TASK INSTRUCTIONS: Within the entries below, find each line containing the word "that" and copy it.

───── EXTRACTED INFORMATION ─────

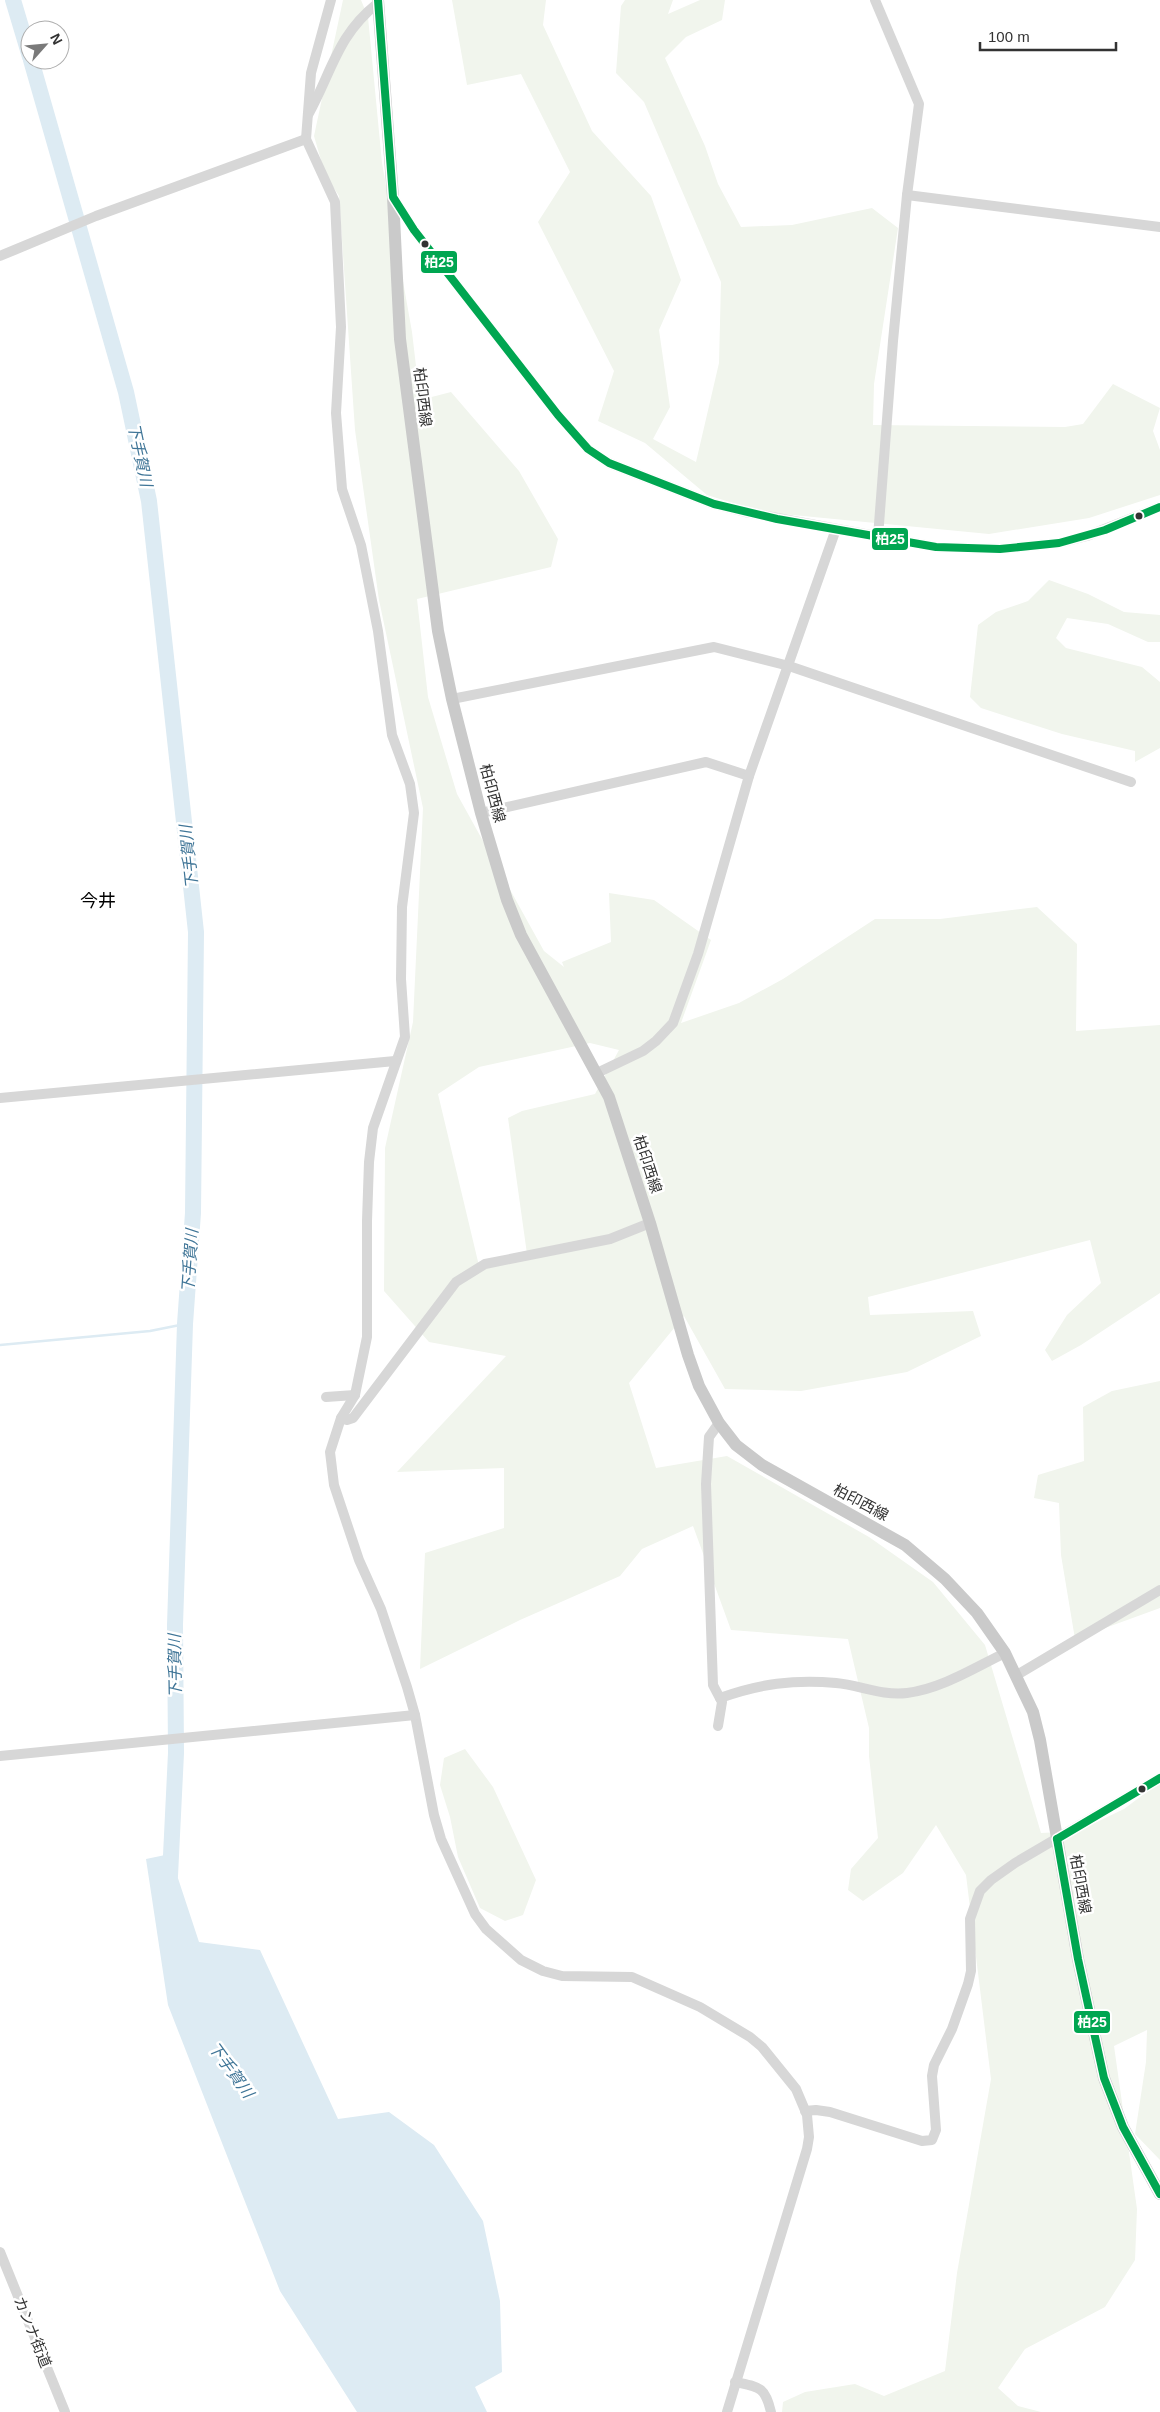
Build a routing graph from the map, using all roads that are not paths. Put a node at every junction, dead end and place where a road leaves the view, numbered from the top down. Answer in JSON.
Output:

─────
───── EXTRACTED INFORMATION ─────

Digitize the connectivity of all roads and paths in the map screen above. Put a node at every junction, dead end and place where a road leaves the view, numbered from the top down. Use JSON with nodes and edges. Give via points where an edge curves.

─────
───── EXTRACTED INFORMATION ─────

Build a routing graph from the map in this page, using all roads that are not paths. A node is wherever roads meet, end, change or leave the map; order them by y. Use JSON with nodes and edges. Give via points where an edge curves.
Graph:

─────

OUTPUT BELOW:
Build a routing graph from the map, using all roads that are not paths. Put a node at every junction, dead end and place where a road leaves the view, numbered from the top down. Answer in JSON.
Build a routing graph from the map in this page, using all roads that are not paths. A node is wherever roads meet, end, change or leave the map; order them by y. Use JSON with nodes and edges. Give via points where an edge curves.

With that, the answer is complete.